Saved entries
+++++
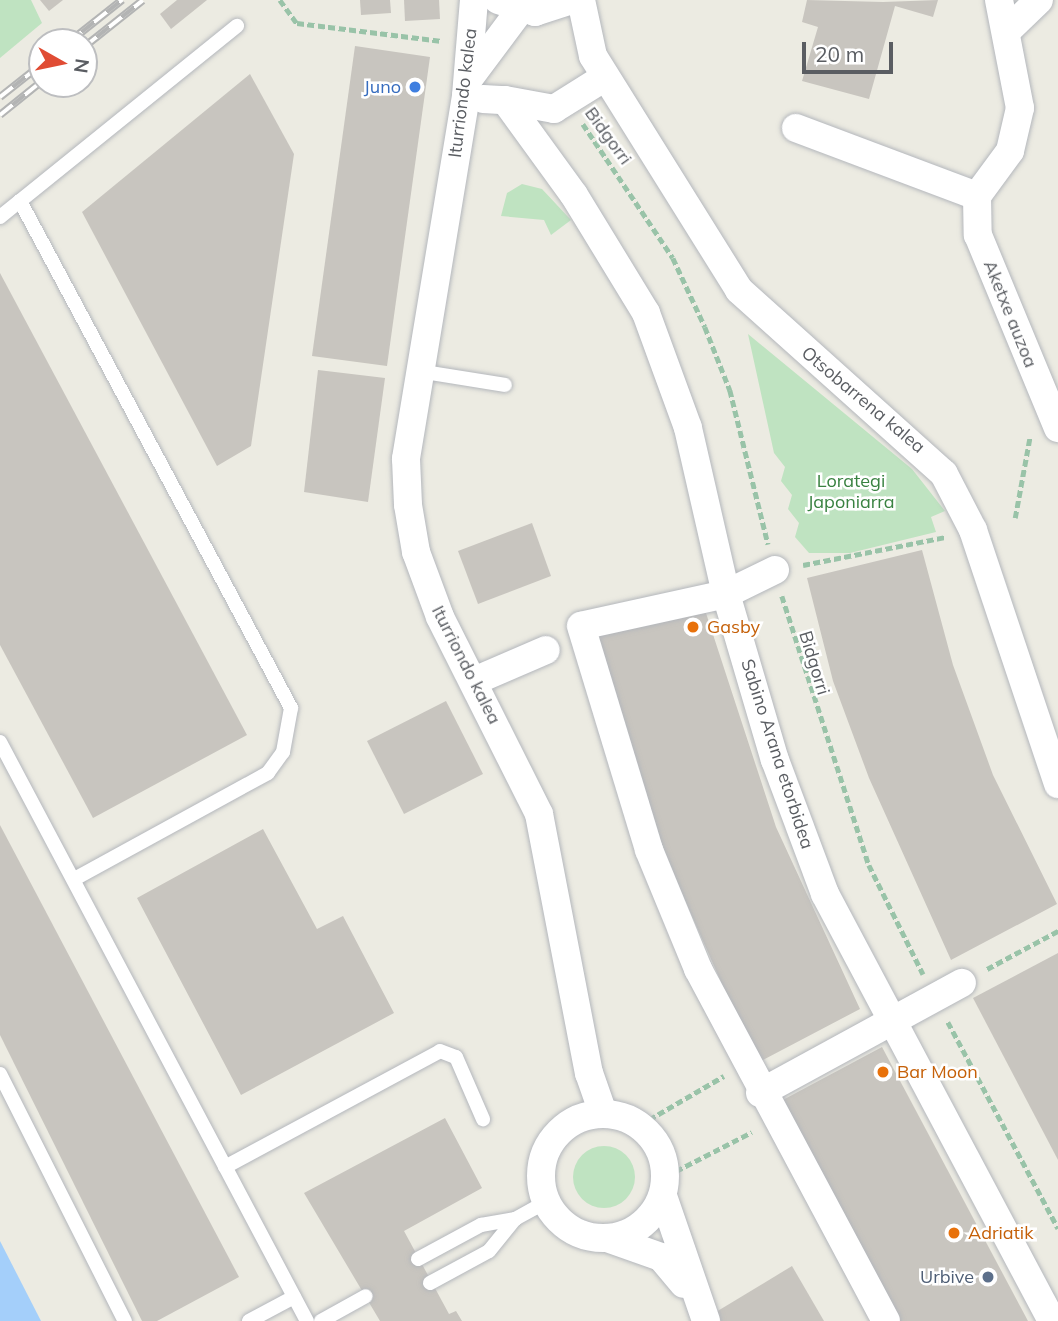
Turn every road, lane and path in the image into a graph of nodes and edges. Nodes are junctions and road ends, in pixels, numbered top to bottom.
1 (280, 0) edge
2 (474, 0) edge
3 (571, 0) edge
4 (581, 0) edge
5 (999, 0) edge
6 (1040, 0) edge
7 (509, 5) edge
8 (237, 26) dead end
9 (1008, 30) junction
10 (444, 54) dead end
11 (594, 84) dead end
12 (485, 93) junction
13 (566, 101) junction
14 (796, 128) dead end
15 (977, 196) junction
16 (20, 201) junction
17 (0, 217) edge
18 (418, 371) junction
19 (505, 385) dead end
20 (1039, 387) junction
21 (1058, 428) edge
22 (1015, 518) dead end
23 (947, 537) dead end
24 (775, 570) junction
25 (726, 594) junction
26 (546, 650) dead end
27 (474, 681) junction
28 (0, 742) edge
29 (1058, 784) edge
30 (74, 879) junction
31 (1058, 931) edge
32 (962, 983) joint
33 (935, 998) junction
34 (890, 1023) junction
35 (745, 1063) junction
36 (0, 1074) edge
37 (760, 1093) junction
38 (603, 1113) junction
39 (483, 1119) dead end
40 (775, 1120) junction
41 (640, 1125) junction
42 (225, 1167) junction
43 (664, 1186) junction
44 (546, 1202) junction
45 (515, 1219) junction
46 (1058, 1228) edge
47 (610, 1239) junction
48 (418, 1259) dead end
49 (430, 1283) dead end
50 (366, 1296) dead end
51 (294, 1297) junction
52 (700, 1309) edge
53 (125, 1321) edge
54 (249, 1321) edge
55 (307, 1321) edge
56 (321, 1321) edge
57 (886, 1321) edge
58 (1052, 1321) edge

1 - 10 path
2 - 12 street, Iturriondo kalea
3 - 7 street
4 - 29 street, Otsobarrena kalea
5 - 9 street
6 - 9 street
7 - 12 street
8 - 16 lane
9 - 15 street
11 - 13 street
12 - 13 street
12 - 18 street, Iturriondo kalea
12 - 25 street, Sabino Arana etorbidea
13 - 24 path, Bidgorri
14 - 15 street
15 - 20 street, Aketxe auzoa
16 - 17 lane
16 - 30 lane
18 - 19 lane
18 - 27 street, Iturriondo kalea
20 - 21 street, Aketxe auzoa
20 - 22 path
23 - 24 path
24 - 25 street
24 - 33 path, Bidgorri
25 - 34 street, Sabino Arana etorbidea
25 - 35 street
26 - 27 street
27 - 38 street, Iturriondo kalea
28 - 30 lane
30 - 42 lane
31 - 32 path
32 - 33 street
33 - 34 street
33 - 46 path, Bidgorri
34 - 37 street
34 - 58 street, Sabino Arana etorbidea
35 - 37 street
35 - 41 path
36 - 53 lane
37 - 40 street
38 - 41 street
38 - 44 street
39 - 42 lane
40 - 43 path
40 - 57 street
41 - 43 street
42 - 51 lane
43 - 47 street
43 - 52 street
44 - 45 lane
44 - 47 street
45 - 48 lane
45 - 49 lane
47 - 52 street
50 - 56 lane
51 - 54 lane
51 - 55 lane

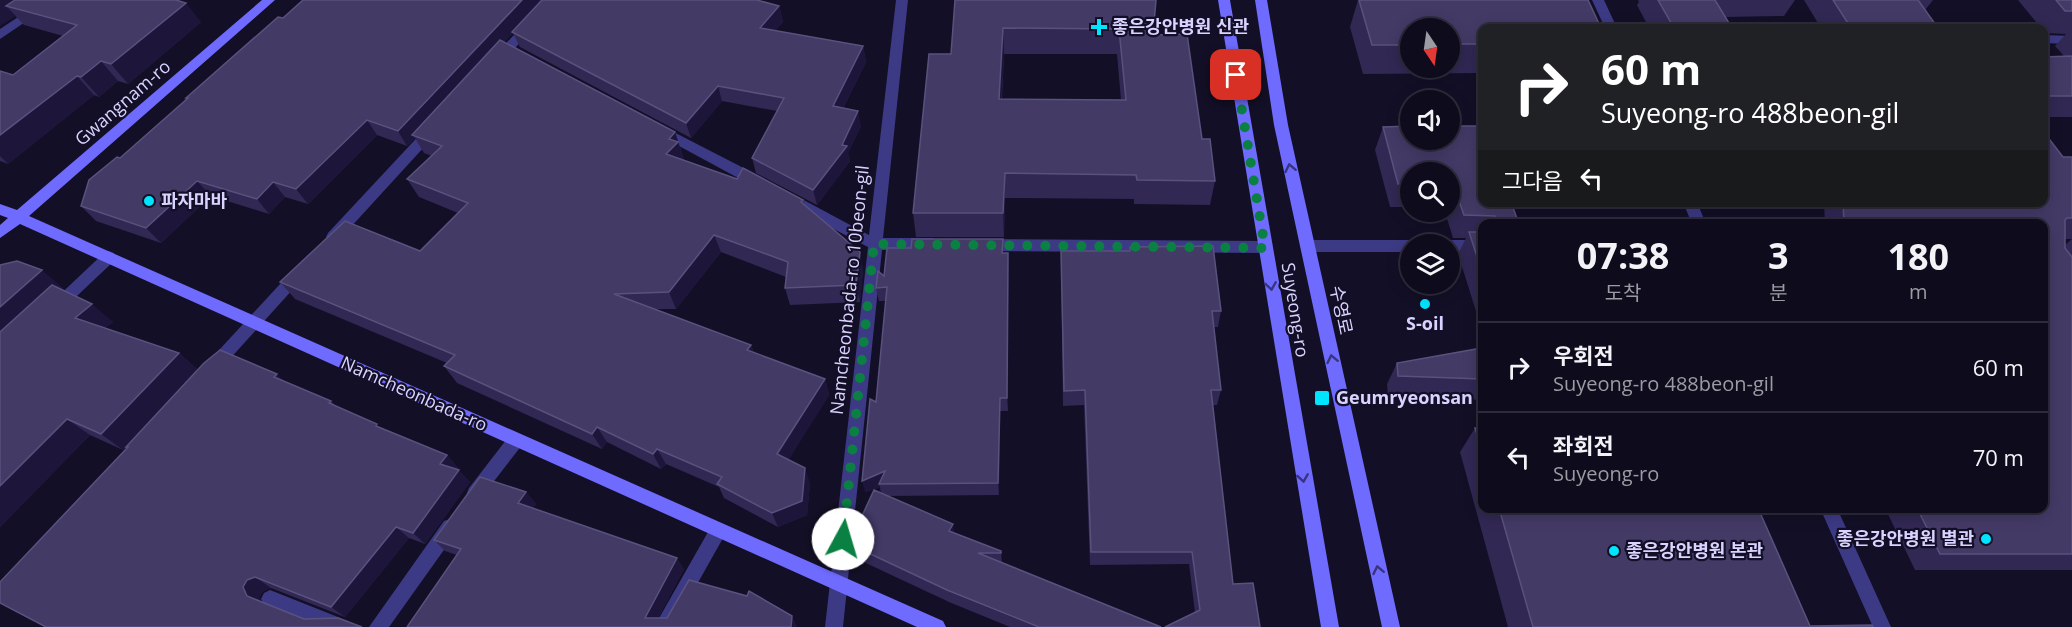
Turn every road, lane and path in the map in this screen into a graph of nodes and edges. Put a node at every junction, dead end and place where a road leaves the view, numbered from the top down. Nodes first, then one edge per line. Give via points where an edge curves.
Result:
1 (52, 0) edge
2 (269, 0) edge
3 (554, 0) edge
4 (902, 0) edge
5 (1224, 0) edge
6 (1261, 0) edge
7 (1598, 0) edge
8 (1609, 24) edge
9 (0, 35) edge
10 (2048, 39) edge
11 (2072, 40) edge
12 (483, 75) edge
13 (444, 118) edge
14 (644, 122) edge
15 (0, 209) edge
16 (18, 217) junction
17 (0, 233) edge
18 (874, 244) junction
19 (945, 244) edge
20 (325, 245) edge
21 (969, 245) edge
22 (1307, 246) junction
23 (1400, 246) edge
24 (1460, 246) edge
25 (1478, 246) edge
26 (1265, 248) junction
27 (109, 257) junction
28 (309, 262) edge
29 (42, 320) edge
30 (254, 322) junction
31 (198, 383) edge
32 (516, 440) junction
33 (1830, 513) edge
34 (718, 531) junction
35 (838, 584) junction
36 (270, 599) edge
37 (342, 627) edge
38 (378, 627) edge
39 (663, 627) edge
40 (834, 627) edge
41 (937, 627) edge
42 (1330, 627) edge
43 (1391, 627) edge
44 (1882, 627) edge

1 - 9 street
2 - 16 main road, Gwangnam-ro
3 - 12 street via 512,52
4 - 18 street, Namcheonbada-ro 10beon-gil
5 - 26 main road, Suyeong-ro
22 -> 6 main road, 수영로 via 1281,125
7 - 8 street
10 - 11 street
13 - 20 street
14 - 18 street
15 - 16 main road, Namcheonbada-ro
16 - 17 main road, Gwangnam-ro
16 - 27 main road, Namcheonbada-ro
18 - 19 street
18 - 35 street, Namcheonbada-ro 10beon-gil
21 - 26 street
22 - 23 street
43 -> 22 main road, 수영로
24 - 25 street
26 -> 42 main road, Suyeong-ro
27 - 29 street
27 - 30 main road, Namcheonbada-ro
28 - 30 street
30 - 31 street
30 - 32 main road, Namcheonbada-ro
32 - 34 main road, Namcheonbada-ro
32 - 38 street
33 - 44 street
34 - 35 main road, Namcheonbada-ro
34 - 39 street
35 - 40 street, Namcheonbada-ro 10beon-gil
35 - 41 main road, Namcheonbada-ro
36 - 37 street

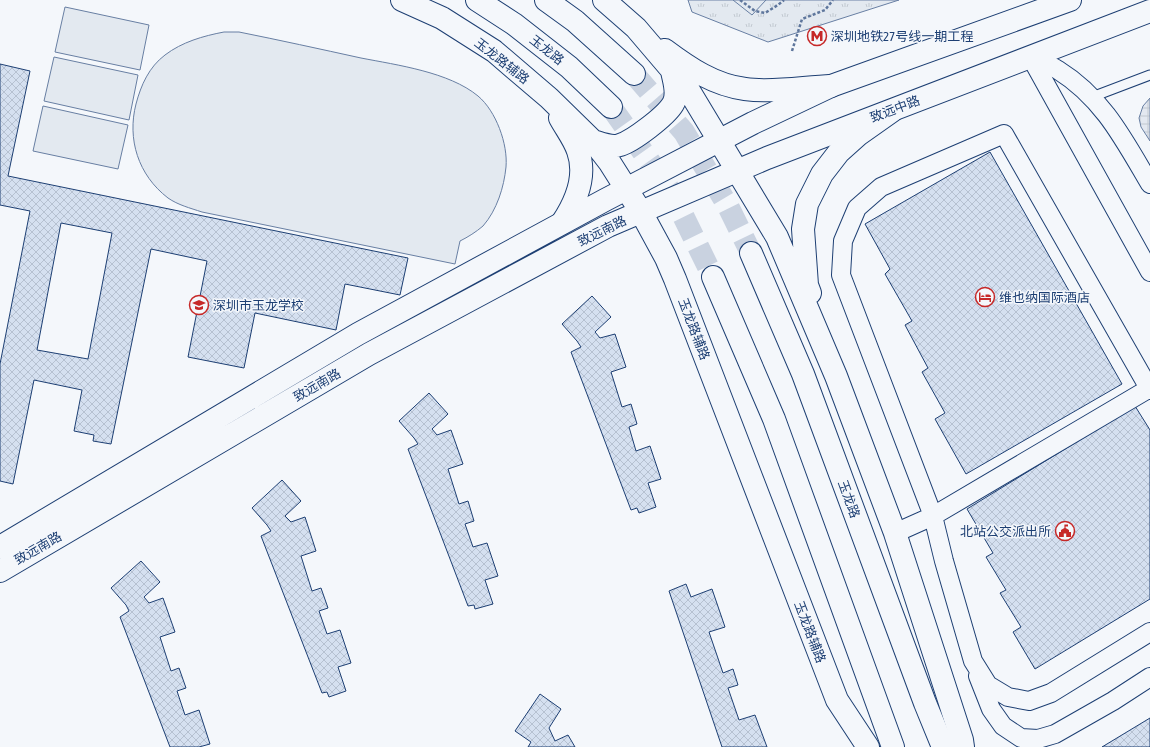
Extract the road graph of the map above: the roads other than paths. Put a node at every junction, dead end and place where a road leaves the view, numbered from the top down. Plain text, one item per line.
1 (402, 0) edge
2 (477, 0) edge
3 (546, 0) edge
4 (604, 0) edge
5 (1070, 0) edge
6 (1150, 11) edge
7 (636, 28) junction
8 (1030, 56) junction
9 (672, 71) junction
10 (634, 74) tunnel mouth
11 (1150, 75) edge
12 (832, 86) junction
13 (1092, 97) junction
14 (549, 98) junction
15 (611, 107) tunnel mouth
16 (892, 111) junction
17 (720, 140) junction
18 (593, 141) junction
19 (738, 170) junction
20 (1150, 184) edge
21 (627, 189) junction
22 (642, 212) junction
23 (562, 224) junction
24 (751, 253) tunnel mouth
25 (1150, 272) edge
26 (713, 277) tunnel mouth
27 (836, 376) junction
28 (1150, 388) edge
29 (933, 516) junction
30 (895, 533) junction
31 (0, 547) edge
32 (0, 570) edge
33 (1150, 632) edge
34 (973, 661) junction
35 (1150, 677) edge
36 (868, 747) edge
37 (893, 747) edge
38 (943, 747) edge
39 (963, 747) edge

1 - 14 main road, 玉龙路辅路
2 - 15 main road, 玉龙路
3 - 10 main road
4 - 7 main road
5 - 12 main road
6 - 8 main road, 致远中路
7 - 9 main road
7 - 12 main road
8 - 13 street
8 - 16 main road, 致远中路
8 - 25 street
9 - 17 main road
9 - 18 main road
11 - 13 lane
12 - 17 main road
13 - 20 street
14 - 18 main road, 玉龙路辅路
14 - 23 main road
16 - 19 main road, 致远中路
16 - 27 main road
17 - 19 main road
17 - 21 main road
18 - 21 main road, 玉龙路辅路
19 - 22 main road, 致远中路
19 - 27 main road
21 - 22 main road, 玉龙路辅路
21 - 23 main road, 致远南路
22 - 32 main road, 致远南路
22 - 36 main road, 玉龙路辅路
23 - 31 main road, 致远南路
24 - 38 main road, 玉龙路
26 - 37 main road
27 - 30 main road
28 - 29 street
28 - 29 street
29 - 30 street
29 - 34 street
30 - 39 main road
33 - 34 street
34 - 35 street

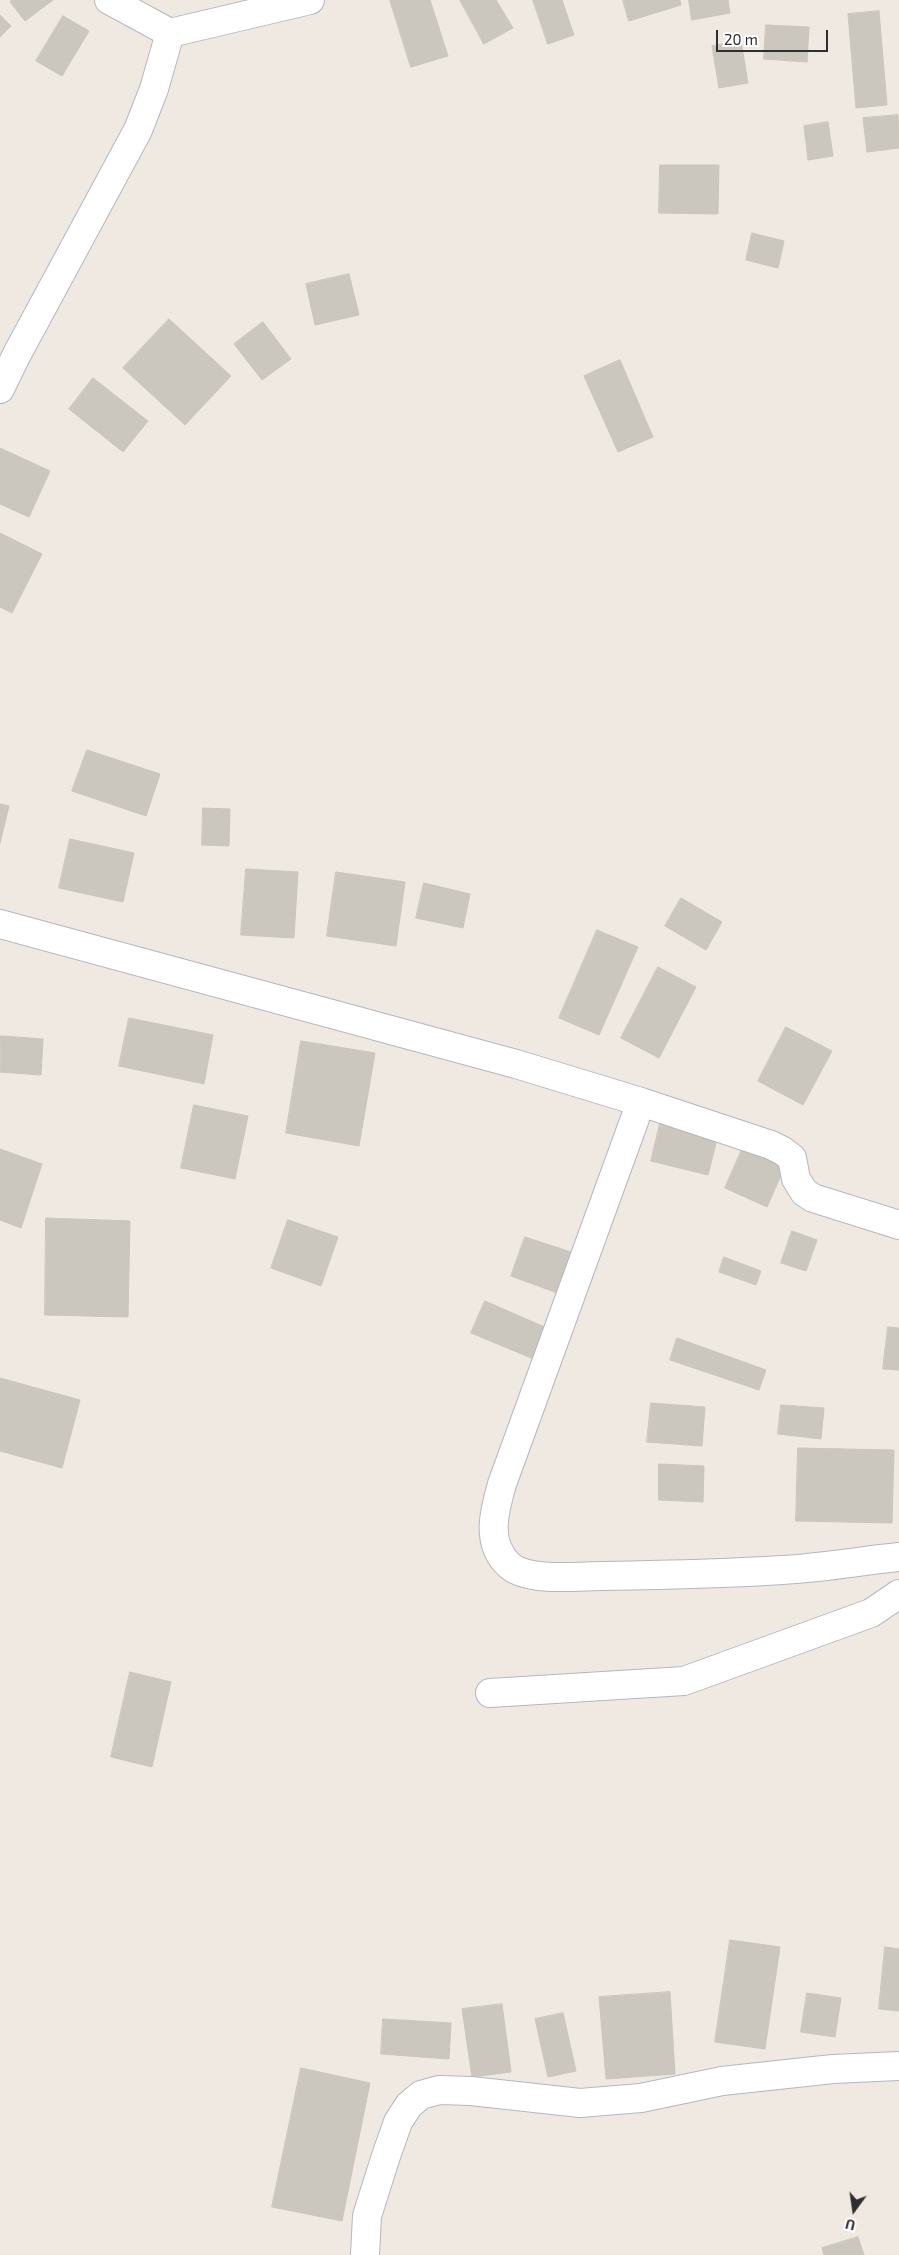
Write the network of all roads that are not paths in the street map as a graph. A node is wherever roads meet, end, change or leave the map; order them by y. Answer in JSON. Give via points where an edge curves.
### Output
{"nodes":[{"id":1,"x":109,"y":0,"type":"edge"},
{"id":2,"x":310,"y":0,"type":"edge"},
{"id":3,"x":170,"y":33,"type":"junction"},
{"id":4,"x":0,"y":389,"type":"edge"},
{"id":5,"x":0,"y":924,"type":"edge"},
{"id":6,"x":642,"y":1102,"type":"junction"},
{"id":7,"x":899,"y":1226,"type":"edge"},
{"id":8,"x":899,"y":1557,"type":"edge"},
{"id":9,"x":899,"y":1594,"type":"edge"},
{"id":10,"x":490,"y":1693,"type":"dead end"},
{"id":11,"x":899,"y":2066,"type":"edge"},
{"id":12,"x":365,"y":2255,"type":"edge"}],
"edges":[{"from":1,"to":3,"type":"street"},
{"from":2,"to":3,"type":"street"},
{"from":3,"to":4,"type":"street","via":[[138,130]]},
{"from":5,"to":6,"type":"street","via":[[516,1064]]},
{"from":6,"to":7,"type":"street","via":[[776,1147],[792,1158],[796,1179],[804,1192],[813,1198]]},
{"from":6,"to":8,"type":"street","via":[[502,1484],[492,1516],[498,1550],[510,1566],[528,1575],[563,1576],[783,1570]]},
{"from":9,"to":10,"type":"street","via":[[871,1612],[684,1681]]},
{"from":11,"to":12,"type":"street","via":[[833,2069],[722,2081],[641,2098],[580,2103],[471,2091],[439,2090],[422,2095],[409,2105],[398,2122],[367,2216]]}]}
+++++
- What you should do: A complete answer gives every line of the records holding "numbered".

- Written response:
Turn every road, lane and path in the image into a graph of nodes and edges. Nodes are junctions and road ends, in pixels, numbered top to bottom.
Turn every road, lane and path in the map in this screen into a graph of nodes and edges. Put a node at every junction, dead end and place where a road leaves the view, numbered from the top down. Nodes first, then one edge per line. Give via points where an edge curves.
Extract the road graph of the map above: the roads other than paths. Put a node at every junction, dead end and place where a road leaves the view, numbered from the top down. Plain text, one item per line.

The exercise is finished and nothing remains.